What you need to do:
Below are the records; count the lines that include the string "Sinnberg" and give only that number.

Input data:
☆ ☆ ☆
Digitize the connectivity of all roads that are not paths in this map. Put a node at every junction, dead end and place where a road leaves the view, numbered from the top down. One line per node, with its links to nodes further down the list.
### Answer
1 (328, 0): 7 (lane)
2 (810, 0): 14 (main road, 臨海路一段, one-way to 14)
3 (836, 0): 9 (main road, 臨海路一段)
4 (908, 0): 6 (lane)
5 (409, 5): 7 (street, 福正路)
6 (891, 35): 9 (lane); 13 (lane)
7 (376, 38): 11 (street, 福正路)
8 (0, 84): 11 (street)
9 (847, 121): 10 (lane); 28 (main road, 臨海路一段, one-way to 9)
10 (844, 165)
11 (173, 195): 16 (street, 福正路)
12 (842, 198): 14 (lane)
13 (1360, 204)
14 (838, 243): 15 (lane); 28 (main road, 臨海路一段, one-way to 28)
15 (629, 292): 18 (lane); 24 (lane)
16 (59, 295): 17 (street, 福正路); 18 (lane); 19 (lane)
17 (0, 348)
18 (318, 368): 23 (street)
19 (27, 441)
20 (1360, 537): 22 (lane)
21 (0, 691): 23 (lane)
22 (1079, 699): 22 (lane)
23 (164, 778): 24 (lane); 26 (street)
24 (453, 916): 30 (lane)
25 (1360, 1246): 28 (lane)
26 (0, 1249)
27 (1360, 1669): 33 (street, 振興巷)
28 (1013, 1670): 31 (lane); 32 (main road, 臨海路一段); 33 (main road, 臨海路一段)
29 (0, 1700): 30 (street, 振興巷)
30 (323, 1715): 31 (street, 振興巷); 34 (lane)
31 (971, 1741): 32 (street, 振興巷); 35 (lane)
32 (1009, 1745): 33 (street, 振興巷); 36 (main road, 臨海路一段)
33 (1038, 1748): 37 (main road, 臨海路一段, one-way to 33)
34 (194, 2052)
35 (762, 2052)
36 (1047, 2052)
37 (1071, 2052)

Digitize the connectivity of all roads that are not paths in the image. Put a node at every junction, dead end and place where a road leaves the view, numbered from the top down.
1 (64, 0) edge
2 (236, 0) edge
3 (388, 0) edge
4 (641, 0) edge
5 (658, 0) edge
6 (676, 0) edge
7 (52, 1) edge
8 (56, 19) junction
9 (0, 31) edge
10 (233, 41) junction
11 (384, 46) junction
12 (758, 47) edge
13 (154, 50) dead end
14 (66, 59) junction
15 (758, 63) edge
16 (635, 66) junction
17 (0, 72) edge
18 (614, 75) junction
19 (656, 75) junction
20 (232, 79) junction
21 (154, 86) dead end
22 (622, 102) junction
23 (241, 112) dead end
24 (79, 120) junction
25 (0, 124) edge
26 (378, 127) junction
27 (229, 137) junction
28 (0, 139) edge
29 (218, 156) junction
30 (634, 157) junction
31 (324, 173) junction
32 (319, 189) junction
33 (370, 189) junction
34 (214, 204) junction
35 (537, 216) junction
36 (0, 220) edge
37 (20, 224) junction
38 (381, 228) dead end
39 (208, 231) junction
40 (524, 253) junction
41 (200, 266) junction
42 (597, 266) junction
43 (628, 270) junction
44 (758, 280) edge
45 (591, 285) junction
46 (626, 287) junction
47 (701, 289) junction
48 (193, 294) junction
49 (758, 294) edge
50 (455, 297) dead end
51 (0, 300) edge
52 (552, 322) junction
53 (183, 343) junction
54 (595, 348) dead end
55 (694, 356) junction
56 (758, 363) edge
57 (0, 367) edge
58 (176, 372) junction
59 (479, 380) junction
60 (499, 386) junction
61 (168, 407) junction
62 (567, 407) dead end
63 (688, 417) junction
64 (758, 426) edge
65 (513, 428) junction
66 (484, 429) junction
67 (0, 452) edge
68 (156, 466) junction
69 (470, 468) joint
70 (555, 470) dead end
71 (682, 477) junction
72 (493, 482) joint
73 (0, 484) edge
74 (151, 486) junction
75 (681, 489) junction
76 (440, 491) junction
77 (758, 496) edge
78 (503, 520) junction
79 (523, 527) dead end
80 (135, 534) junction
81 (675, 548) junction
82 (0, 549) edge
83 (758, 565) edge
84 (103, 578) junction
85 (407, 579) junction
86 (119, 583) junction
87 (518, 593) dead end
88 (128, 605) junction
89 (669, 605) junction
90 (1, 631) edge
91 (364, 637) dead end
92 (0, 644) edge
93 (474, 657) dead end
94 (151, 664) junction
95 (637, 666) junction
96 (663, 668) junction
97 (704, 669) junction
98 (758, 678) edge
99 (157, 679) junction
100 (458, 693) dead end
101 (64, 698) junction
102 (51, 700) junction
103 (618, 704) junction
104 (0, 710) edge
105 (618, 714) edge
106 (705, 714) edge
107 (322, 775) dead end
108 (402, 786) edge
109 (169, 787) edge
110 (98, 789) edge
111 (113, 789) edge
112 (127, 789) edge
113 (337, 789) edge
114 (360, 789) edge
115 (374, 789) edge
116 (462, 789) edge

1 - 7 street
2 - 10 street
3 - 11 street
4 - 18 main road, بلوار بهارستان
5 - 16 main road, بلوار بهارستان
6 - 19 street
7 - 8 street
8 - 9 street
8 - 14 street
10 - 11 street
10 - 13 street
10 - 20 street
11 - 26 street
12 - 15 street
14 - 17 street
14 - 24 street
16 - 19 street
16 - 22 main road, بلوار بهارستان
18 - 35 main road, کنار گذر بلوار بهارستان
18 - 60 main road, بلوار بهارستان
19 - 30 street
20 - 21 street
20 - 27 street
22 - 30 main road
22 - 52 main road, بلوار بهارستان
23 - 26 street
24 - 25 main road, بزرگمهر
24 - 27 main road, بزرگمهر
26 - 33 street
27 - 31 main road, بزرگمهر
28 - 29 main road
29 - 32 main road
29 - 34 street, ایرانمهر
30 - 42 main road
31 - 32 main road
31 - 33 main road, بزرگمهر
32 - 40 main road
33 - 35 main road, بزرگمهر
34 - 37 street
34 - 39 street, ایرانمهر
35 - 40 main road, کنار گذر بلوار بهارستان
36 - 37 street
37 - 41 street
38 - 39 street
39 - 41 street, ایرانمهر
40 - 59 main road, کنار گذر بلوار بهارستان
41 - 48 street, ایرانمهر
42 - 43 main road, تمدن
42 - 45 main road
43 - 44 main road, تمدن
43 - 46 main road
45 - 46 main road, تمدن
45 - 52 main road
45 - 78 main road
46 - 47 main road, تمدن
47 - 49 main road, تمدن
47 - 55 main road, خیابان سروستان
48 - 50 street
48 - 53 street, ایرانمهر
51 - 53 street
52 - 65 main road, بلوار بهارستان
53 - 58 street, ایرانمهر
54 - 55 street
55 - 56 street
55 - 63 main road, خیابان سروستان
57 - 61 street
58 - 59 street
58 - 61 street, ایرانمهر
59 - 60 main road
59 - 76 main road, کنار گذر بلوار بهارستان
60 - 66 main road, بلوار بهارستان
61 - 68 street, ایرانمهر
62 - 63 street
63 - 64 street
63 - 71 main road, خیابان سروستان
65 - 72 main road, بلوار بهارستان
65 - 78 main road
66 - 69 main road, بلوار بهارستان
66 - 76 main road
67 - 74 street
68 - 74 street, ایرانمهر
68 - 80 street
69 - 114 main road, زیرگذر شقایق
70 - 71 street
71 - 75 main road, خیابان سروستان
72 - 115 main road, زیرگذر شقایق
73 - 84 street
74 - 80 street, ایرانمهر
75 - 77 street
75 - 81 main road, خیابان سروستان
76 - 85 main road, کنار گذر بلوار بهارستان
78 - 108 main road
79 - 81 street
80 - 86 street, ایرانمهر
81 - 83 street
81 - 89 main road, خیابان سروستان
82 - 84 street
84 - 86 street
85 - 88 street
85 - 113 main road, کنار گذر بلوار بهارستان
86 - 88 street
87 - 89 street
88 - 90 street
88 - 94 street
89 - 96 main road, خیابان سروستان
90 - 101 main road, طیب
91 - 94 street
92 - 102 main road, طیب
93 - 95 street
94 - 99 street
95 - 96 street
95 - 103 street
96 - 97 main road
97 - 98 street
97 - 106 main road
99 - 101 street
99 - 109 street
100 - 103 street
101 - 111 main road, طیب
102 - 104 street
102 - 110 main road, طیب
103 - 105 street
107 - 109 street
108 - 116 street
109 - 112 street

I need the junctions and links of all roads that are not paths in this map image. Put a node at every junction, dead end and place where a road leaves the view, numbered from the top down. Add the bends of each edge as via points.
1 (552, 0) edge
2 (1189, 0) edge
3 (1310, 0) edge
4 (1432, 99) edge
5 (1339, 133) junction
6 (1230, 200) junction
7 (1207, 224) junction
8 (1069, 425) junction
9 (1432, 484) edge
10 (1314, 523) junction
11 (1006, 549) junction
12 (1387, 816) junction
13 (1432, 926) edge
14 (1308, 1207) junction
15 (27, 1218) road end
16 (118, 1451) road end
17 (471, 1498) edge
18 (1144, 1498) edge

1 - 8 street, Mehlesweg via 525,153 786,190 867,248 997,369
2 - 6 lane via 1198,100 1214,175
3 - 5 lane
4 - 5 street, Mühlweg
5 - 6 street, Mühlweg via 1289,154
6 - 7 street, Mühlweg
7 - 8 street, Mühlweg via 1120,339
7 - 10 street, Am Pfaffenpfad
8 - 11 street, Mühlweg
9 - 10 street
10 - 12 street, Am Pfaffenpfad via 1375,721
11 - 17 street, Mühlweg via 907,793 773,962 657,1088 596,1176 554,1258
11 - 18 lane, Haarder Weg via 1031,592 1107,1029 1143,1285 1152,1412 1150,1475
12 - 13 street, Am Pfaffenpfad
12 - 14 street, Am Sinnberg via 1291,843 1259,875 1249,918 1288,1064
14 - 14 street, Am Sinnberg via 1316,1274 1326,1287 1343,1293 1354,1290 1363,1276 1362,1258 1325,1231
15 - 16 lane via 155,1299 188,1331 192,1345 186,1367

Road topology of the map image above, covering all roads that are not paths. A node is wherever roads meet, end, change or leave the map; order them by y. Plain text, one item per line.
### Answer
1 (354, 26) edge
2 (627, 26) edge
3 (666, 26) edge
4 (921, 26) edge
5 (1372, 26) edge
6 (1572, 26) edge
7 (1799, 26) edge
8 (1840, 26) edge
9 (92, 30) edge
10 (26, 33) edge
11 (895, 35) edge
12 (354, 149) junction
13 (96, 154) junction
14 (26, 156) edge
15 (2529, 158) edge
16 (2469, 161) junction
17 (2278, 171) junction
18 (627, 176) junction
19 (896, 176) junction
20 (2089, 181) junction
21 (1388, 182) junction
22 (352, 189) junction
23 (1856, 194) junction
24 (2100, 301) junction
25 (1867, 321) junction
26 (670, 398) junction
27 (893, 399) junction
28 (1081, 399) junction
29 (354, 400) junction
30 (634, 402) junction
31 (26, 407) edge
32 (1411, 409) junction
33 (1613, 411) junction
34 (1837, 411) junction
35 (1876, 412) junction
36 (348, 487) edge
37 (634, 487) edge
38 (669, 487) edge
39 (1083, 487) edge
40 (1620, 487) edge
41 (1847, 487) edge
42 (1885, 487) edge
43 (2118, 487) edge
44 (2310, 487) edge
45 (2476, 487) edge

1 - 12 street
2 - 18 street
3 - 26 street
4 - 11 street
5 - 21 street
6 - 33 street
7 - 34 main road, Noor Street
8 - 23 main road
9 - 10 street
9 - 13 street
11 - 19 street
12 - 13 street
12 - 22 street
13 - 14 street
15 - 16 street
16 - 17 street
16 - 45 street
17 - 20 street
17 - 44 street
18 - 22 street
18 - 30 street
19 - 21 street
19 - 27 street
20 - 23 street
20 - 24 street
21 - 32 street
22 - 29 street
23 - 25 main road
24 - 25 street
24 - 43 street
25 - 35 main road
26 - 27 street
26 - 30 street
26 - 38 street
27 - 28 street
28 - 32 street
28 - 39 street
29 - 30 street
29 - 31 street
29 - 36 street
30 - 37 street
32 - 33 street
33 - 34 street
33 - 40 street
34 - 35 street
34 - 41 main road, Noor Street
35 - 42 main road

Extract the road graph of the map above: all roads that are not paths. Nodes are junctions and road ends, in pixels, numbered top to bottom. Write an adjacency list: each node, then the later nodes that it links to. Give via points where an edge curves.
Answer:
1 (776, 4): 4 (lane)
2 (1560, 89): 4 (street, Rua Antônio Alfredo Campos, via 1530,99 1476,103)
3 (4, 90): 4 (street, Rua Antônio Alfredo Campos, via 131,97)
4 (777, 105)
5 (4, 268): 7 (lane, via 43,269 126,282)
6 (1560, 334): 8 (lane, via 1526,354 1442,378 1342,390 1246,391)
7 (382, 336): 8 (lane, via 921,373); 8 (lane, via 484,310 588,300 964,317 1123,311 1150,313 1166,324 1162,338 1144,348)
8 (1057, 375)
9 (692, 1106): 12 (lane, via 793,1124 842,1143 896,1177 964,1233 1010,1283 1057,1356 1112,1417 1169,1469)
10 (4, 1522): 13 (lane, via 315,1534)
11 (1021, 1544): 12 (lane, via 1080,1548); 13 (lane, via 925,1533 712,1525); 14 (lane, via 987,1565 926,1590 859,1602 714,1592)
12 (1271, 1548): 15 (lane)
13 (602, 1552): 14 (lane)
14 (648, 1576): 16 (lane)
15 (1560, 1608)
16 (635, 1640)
☆ ☆ ☆
Exercise answer:
2